Going line by line through the records below, count those with the word "node" and give only the count.

Stored dataset items:
======

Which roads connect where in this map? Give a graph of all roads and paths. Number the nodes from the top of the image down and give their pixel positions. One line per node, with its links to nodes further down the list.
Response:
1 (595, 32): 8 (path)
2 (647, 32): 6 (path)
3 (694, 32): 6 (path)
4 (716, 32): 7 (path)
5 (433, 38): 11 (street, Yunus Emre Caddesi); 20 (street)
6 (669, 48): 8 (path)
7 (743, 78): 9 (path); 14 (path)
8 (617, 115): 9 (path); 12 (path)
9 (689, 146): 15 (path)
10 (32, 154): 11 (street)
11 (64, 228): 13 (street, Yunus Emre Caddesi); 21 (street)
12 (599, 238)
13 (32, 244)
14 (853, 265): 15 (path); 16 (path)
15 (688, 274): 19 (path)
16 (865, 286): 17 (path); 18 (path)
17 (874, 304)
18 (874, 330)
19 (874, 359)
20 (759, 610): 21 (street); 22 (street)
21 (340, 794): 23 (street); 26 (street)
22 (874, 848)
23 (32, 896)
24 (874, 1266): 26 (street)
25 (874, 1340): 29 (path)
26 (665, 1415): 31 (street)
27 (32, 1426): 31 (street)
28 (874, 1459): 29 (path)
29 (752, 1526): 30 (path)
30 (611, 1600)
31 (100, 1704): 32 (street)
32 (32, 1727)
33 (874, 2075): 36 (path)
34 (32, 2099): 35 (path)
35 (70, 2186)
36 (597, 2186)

======

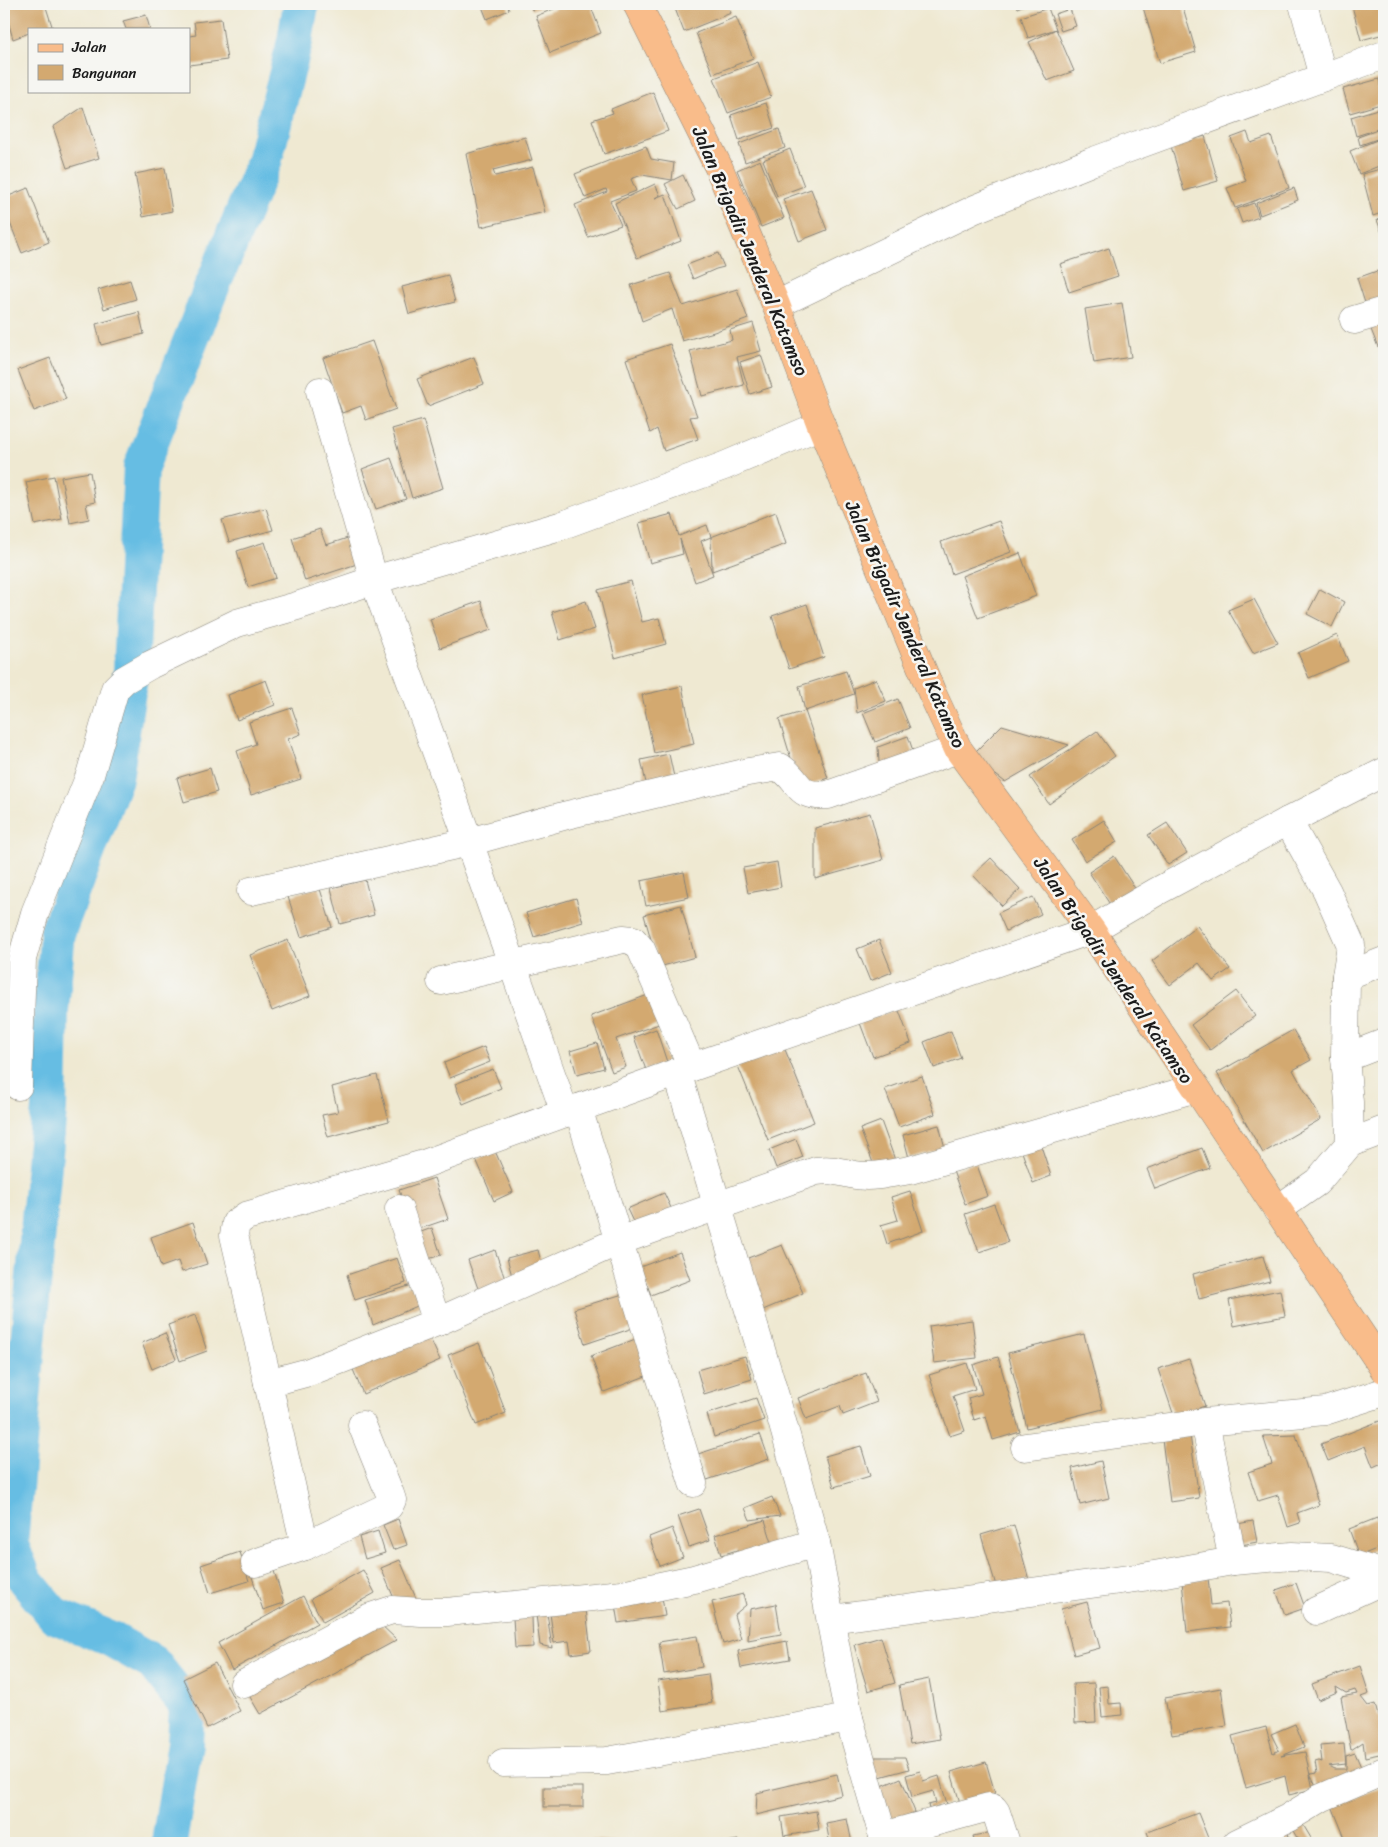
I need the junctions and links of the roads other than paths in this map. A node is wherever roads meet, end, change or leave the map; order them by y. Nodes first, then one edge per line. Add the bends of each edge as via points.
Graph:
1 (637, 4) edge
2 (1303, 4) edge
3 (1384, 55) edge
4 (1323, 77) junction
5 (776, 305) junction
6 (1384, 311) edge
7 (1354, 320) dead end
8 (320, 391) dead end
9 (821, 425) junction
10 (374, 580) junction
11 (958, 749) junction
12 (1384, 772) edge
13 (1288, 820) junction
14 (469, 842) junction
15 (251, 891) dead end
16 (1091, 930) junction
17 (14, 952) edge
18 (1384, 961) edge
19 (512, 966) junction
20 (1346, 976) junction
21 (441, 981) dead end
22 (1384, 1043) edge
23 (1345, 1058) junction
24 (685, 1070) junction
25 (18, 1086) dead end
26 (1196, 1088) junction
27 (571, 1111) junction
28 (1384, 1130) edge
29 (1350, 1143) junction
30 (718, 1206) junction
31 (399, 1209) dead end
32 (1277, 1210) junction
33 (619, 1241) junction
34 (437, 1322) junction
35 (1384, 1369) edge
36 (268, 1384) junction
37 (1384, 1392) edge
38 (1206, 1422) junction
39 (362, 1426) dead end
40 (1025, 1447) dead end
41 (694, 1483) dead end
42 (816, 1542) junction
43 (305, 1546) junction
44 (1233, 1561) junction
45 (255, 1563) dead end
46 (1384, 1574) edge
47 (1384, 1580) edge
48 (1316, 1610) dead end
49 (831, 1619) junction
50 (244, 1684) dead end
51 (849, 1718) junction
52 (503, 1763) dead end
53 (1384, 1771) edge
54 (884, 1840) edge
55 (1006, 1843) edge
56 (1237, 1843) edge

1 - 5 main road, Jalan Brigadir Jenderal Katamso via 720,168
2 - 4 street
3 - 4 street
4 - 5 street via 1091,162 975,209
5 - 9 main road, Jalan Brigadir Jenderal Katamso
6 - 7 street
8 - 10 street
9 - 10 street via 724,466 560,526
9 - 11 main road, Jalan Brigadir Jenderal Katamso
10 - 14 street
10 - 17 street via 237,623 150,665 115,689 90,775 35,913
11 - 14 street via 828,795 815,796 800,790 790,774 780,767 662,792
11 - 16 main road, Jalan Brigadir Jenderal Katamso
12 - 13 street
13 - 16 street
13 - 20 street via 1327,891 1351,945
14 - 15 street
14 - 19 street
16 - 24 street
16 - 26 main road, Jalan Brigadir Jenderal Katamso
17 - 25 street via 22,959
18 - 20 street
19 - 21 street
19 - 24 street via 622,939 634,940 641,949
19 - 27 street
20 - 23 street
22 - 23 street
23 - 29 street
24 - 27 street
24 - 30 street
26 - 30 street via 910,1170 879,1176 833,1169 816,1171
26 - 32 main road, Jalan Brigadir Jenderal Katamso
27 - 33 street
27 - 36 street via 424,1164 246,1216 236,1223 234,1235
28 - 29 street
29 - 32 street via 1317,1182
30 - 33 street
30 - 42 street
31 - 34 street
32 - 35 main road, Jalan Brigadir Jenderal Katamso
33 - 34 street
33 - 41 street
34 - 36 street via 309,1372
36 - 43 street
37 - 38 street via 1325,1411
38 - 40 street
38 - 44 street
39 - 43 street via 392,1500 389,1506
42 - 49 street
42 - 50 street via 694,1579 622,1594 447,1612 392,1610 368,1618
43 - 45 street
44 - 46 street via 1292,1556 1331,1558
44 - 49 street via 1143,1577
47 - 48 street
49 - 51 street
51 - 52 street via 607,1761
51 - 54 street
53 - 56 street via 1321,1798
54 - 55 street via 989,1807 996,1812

======

* [Exercise result]:
2